Problem: Your answer should be an exact copy of every record.

################

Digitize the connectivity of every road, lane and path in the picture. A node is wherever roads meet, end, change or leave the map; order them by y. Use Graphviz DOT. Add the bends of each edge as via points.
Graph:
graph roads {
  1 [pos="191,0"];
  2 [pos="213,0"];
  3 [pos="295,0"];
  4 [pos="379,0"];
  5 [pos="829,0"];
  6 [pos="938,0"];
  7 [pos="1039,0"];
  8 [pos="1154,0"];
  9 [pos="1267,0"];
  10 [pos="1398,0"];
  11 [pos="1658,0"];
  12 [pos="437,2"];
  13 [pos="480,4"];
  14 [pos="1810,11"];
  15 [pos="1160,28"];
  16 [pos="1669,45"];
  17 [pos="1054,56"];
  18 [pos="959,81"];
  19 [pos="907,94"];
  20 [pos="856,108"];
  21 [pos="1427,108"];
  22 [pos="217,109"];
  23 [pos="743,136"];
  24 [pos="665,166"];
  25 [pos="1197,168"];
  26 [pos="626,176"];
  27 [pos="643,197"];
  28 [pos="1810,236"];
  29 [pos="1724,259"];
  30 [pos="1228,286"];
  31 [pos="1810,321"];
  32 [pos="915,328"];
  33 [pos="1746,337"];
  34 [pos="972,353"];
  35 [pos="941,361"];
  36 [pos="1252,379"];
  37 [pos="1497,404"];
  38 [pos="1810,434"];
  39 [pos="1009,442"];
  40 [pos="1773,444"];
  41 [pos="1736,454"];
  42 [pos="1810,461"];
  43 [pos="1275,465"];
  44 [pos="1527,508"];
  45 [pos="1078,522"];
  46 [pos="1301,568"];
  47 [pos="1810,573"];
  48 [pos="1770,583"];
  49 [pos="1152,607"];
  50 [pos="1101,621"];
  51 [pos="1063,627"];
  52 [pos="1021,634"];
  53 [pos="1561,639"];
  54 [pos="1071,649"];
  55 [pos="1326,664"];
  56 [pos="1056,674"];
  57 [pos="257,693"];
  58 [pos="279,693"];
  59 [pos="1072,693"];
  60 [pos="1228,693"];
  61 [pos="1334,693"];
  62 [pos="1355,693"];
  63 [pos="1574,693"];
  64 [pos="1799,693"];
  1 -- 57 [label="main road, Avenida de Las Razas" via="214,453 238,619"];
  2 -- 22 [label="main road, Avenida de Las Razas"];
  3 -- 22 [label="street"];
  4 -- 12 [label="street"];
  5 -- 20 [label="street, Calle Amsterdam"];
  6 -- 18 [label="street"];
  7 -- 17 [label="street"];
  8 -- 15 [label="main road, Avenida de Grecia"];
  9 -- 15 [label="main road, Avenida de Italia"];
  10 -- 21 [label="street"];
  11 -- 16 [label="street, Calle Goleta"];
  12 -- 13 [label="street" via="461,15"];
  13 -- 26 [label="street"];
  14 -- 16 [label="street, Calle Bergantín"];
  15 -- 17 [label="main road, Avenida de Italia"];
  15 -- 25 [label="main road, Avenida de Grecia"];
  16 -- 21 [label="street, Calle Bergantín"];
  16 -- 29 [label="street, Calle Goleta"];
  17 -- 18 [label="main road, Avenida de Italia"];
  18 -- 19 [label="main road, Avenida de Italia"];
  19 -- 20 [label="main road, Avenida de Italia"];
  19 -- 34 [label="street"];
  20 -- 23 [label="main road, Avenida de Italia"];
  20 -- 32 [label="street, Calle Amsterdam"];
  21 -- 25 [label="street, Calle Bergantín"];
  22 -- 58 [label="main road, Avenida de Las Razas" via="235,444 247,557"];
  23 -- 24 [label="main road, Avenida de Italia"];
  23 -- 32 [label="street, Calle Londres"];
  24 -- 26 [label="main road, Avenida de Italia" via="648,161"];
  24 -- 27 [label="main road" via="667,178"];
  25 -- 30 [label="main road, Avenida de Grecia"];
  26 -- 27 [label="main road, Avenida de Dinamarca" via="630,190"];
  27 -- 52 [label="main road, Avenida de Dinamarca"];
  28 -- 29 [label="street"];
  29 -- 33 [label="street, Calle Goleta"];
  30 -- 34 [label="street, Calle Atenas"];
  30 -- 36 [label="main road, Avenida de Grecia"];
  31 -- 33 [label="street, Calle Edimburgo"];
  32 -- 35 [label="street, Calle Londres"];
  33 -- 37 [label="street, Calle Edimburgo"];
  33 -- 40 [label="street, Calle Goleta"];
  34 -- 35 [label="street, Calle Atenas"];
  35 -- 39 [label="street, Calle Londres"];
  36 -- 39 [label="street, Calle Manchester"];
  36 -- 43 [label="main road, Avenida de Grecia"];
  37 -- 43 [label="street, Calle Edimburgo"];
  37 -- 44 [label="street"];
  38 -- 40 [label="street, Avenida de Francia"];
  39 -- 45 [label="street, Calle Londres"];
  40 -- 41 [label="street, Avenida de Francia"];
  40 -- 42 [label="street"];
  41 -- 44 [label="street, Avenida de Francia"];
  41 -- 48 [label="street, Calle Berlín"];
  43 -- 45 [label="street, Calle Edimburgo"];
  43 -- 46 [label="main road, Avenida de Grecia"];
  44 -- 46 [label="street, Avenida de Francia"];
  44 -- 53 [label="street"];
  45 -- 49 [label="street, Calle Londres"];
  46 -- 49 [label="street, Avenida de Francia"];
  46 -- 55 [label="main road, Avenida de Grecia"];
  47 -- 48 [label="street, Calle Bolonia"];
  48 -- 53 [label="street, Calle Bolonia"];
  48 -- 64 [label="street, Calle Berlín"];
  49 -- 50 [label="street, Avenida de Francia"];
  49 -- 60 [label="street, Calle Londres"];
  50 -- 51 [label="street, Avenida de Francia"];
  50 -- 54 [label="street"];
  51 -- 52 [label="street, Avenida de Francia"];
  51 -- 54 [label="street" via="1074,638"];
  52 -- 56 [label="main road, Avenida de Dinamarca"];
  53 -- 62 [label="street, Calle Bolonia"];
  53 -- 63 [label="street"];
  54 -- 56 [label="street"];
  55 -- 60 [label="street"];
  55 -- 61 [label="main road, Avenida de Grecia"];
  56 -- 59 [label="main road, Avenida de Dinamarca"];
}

################

Answer to this exercise:
Digitize the connectivity of every road, lane and path in the picture. A node is wherever roads meet, end, change or leave the map; order them by y. Use Graphviz DOT. Add the bends of each edge as via points.
Graph:
graph roads {
  1 [pos="191,0"];
  2 [pos="213,0"];
  3 [pos="295,0"];
  4 [pos="379,0"];
  5 [pos="829,0"];
  6 [pos="938,0"];
  7 [pos="1039,0"];
  8 [pos="1154,0"];
  9 [pos="1267,0"];
  10 [pos="1398,0"];
  11 [pos="1658,0"];
  12 [pos="437,2"];
  13 [pos="480,4"];
  14 [pos="1810,11"];
  15 [pos="1160,28"];
  16 [pos="1669,45"];
  17 [pos="1054,56"];
  18 [pos="959,81"];
  19 [pos="907,94"];
  20 [pos="856,108"];
  21 [pos="1427,108"];
  22 [pos="217,109"];
  23 [pos="743,136"];
  24 [pos="665,166"];
  25 [pos="1197,168"];
  26 [pos="626,176"];
  27 [pos="643,197"];
  28 [pos="1810,236"];
  29 [pos="1724,259"];
  30 [pos="1228,286"];
  31 [pos="1810,321"];
  32 [pos="915,328"];
  33 [pos="1746,337"];
  34 [pos="972,353"];
  35 [pos="941,361"];
  36 [pos="1252,379"];
  37 [pos="1497,404"];
  38 [pos="1810,434"];
  39 [pos="1009,442"];
  40 [pos="1773,444"];
  41 [pos="1736,454"];
  42 [pos="1810,461"];
  43 [pos="1275,465"];
  44 [pos="1527,508"];
  45 [pos="1078,522"];
  46 [pos="1301,568"];
  47 [pos="1810,573"];
  48 [pos="1770,583"];
  49 [pos="1152,607"];
  50 [pos="1101,621"];
  51 [pos="1063,627"];
  52 [pos="1021,634"];
  53 [pos="1561,639"];
  54 [pos="1071,649"];
  55 [pos="1326,664"];
  56 [pos="1056,674"];
  57 [pos="257,693"];
  58 [pos="279,693"];
  59 [pos="1072,693"];
  60 [pos="1228,693"];
  61 [pos="1334,693"];
  62 [pos="1355,693"];
  63 [pos="1574,693"];
  64 [pos="1799,693"];
  1 -- 57 [label="main road, Avenida de Las Razas" via="214,453 238,619"];
  2 -- 22 [label="main road, Avenida de Las Razas"];
  3 -- 22 [label="street"];
  4 -- 12 [label="street"];
  5 -- 20 [label="street, Calle Amsterdam"];
  6 -- 18 [label="street"];
  7 -- 17 [label="street"];
  8 -- 15 [label="main road, Avenida de Grecia"];
  9 -- 15 [label="main road, Avenida de Italia"];
  10 -- 21 [label="street"];
  11 -- 16 [label="street, Calle Goleta"];
  12 -- 13 [label="street" via="461,15"];
  13 -- 26 [label="street"];
  14 -- 16 [label="street, Calle Bergantín"];
  15 -- 17 [label="main road, Avenida de Italia"];
  15 -- 25 [label="main road, Avenida de Grecia"];
  16 -- 21 [label="street, Calle Bergantín"];
  16 -- 29 [label="street, Calle Goleta"];
  17 -- 18 [label="main road, Avenida de Italia"];
  18 -- 19 [label="main road, Avenida de Italia"];
  19 -- 20 [label="main road, Avenida de Italia"];
  19 -- 34 [label="street"];
  20 -- 23 [label="main road, Avenida de Italia"];
  20 -- 32 [label="street, Calle Amsterdam"];
  21 -- 25 [label="street, Calle Bergantín"];
  22 -- 58 [label="main road, Avenida de Las Razas" via="235,444 247,557"];
  23 -- 24 [label="main road, Avenida de Italia"];
  23 -- 32 [label="street, Calle Londres"];
  24 -- 26 [label="main road, Avenida de Italia" via="648,161"];
  24 -- 27 [label="main road" via="667,178"];
  25 -- 30 [label="main road, Avenida de Grecia"];
  26 -- 27 [label="main road, Avenida de Dinamarca" via="630,190"];
  27 -- 52 [label="main road, Avenida de Dinamarca"];
  28 -- 29 [label="street"];
  29 -- 33 [label="street, Calle Goleta"];
  30 -- 34 [label="street, Calle Atenas"];
  30 -- 36 [label="main road, Avenida de Grecia"];
  31 -- 33 [label="street, Calle Edimburgo"];
  32 -- 35 [label="street, Calle Londres"];
  33 -- 37 [label="street, Calle Edimburgo"];
  33 -- 40 [label="street, Calle Goleta"];
  34 -- 35 [label="street, Calle Atenas"];
  35 -- 39 [label="street, Calle Londres"];
  36 -- 39 [label="street, Calle Manchester"];
  36 -- 43 [label="main road, Avenida de Grecia"];
  37 -- 43 [label="street, Calle Edimburgo"];
  37 -- 44 [label="street"];
  38 -- 40 [label="street, Avenida de Francia"];
  39 -- 45 [label="street, Calle Londres"];
  40 -- 41 [label="street, Avenida de Francia"];
  40 -- 42 [label="street"];
  41 -- 44 [label="street, Avenida de Francia"];
  41 -- 48 [label="street, Calle Berlín"];
  43 -- 45 [label="street, Calle Edimburgo"];
  43 -- 46 [label="main road, Avenida de Grecia"];
  44 -- 46 [label="street, Avenida de Francia"];
  44 -- 53 [label="street"];
  45 -- 49 [label="street, Calle Londres"];
  46 -- 49 [label="street, Avenida de Francia"];
  46 -- 55 [label="main road, Avenida de Grecia"];
  47 -- 48 [label="street, Calle Bolonia"];
  48 -- 53 [label="street, Calle Bolonia"];
  48 -- 64 [label="street, Calle Berlín"];
  49 -- 50 [label="street, Avenida de Francia"];
  49 -- 60 [label="street, Calle Londres"];
  50 -- 51 [label="street, Avenida de Francia"];
  50 -- 54 [label="street"];
  51 -- 52 [label="street, Avenida de Francia"];
  51 -- 54 [label="street" via="1074,638"];
  52 -- 56 [label="main road, Avenida de Dinamarca"];
  53 -- 62 [label="street, Calle Bolonia"];
  53 -- 63 [label="street"];
  54 -- 56 [label="street"];
  55 -- 60 [label="street"];
  55 -- 61 [label="main road, Avenida de Grecia"];
  56 -- 59 [label="main road, Avenida de Dinamarca"];
}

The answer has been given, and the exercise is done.